TASK GOAL: Scan the listing and copy each line where the word "border" is present.
── TASK INPUT ──
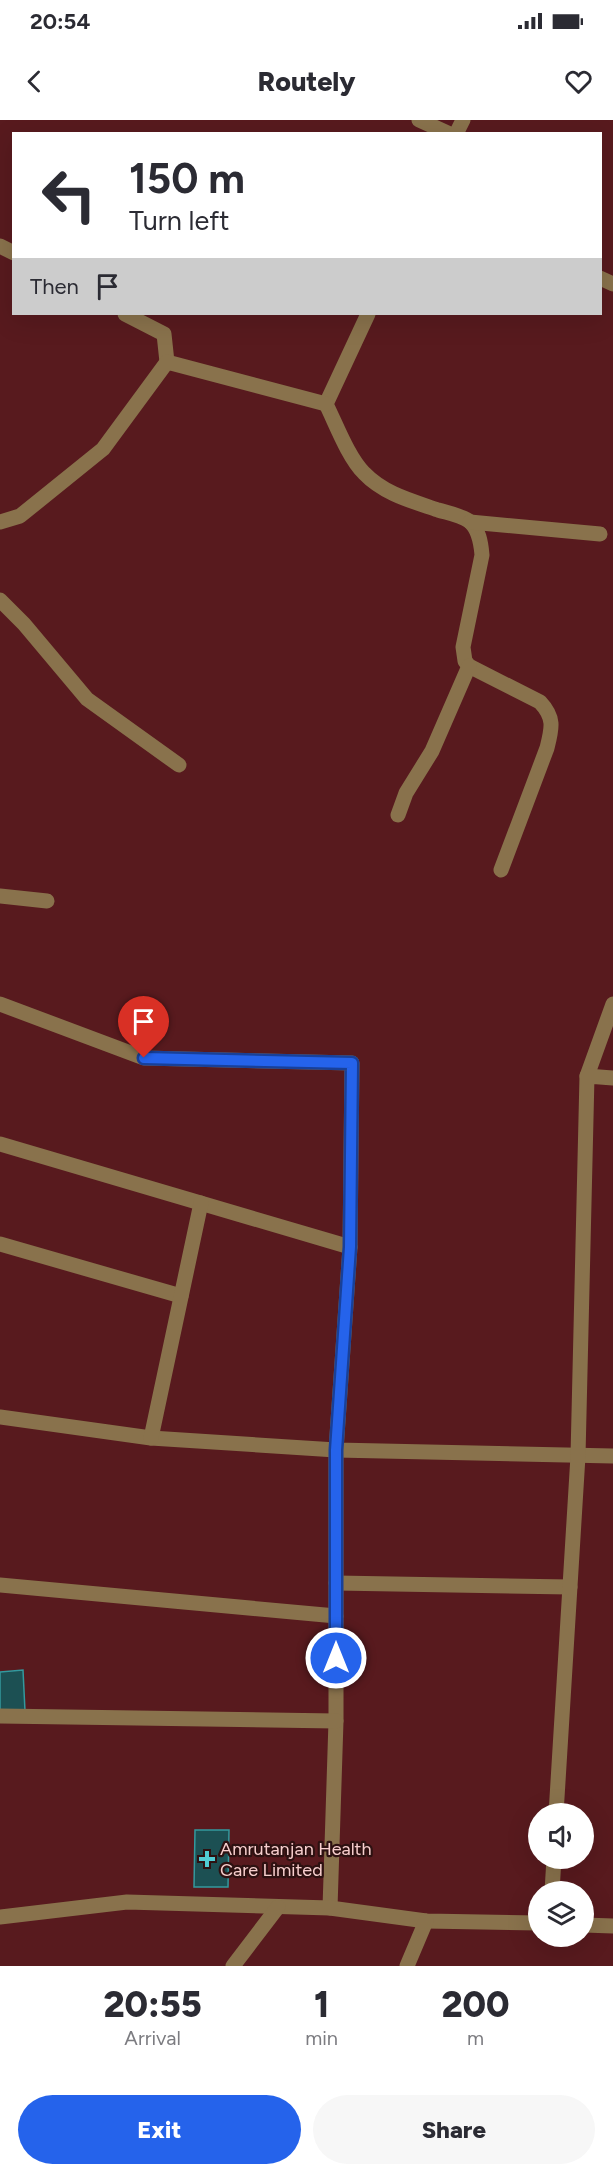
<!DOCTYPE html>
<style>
:root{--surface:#fff;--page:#f7f7f7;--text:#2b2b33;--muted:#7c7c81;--accent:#2563eb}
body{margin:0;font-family:Figtree,sans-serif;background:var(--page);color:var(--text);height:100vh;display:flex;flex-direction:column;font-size:22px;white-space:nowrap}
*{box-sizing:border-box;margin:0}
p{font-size:20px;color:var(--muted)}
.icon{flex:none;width:33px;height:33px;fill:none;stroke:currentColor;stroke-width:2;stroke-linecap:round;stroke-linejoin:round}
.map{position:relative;height:1846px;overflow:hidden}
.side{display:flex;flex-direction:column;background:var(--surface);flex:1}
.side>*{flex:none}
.top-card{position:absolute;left:12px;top:12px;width:590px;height:183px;border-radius:0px;box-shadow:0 6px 24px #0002;background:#fff;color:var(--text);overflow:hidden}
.controls{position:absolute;left:528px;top:1683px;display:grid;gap:12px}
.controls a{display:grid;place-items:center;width:66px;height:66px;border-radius:50%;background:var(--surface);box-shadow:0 6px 24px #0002;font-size:30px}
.pin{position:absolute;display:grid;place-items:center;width:51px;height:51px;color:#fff;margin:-62px -26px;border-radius:50% 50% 50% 0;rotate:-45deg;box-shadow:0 0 6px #0007}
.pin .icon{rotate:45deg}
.me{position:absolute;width:66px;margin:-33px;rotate:0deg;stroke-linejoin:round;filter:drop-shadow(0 0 4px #0008)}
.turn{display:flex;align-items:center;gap:21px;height:126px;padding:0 18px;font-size:27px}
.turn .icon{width:78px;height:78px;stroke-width:2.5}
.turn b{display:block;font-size:42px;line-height:51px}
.then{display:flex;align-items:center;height:57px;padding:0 18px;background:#0003;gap:12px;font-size:22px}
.eta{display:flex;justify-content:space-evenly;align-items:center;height:102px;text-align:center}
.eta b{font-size:36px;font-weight:800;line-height:42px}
.cta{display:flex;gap:12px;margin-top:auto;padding:12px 18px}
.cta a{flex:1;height:69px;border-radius:36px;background:var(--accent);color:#fff;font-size:24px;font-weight:800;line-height:69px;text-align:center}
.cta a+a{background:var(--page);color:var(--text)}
.status{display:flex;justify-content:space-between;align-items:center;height:42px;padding:0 30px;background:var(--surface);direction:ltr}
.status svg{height:16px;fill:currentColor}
header{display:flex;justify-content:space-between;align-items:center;height:78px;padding:0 18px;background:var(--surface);font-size:27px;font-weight:800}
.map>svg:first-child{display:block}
.building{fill:#1c5053;stroke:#33999e;stroke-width:1.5}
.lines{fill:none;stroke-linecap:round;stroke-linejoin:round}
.minor{stroke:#89724c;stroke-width:15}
.route-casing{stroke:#184099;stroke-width:15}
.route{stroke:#2563eb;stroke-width:10}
.poi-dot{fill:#51ccd3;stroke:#2d1111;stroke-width:2}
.labels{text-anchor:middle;stroke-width:4.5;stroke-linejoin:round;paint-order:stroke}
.poi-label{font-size:18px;fill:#f8cfce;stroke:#2d1111;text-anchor:start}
</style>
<div class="status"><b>20:54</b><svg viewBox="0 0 49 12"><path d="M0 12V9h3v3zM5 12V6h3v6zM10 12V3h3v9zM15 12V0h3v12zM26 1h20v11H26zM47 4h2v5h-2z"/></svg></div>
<header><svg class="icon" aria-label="back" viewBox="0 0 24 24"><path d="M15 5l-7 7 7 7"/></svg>Routely<svg class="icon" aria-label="heart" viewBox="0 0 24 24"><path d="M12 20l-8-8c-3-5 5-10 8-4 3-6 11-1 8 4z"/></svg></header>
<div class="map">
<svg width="613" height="1846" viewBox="0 0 613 1846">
<rect width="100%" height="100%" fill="#581a1e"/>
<g class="building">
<polygon points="23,1550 25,1591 0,1592 0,1552"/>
<polygon points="195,1710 229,1710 228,1767 194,1767"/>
</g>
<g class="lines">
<g class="minor">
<polyline points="419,0 450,14"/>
<polyline points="456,14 463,0"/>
<polyline points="0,126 14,133"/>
<polyline points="600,158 613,164"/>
<polyline points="125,194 164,214 167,242"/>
<path d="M 368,194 L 326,284 C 336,304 348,337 364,353 C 384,374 412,381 438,390 C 448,393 460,395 469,401 C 479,409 481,423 482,435 L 463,527 L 465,541 L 469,546 L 540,582 C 555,598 552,608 547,628 L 501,750"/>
<polyline points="0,402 20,396 103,329 167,242 326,284"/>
<polyline points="470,402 600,414"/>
<polyline points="0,480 24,504 87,579 179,645"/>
<polyline points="398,695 406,673 432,631 469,546"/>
<polyline points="0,776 47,781"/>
<polyline points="0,884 144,938 352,943 350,1127 336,1330 336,1601 330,1788"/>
<polyline points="587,956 613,884"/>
<polyline points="0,1024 350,1127"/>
<polyline points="0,1124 181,1176"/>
<polyline points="0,1297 151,1318 336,1330 613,1336"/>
<polyline points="151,1318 201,1083"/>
<polyline points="336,1463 570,1467"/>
<polyline points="0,1465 336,1496"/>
<polyline points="0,1596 336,1601"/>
<polyline points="556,1694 578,1336 587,956 613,958"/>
<polyline points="552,1772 554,1738"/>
<polyline points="0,1797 127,1782 330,1788 426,1801 538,1803"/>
<polyline points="584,1805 613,1806"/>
<polyline points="233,1846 278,1787"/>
<polyline points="407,1846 426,1801"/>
</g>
</g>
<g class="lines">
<defs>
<polyline id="route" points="144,938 352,943 350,1127 336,1330 336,1538"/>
</defs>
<use href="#route" class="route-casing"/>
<use href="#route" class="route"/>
</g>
<path class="poi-dot" d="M204 1730h6v6h6v6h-6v6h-6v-6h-6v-6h6z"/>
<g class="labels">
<g class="poi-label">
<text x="220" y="1735">Amrutanjan Health<tspan x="220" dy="21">Care Limited</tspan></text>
</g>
</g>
</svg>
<div class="controls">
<a><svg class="icon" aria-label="sound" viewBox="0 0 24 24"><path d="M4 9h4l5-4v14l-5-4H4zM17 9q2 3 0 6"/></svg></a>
<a><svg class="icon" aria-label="layers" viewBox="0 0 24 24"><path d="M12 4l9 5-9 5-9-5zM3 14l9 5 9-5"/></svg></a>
</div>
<div class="pin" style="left:144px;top:938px;background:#d93025"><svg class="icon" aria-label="arrive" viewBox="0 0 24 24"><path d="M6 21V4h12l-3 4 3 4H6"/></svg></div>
<svg class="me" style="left:336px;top:1538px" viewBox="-20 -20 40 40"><circle r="17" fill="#2563eb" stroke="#fff" stroke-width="3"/><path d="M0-11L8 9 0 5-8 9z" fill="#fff"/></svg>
<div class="top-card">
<div class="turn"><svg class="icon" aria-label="left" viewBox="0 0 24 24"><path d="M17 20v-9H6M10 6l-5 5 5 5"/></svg><div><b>150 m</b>Turn left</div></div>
<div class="then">Then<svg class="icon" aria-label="arrive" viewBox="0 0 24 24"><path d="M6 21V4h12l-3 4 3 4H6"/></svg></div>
</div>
</div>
<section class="side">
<div class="eta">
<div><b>20:55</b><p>Arrival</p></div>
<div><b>1</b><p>min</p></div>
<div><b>200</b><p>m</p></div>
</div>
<div class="cta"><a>Exit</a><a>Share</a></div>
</section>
───
ANSWER:
*{box-sizing:border-box;margin:0}
.top-card{position:absolute;left:12px;top:12px;width:590px;height:183px;border-radius:0px;box-shadow:0 6px 24px #0002;background:#fff;color:var(--text);overflow:hidden}
.controls a{display:grid;place-items:center;width:66px;height:66px;border-radius:50%;background:var(--surface);box-shadow:0 6px 24px #0002;font-size:30px}
.pin{position:absolute;display:grid;place-items:center;width:51px;height:51px;color:#fff;margin:-62px -26px;border-radius:50% 50% 50% 0;rotate:-45deg;box-shadow:0 0 6px #0007}
.cta a{flex:1;height:69px;border-radius:36px;background:var(--accent);color:#fff;font-size:24px;font-weight:800;line-height:69px;text-align:center}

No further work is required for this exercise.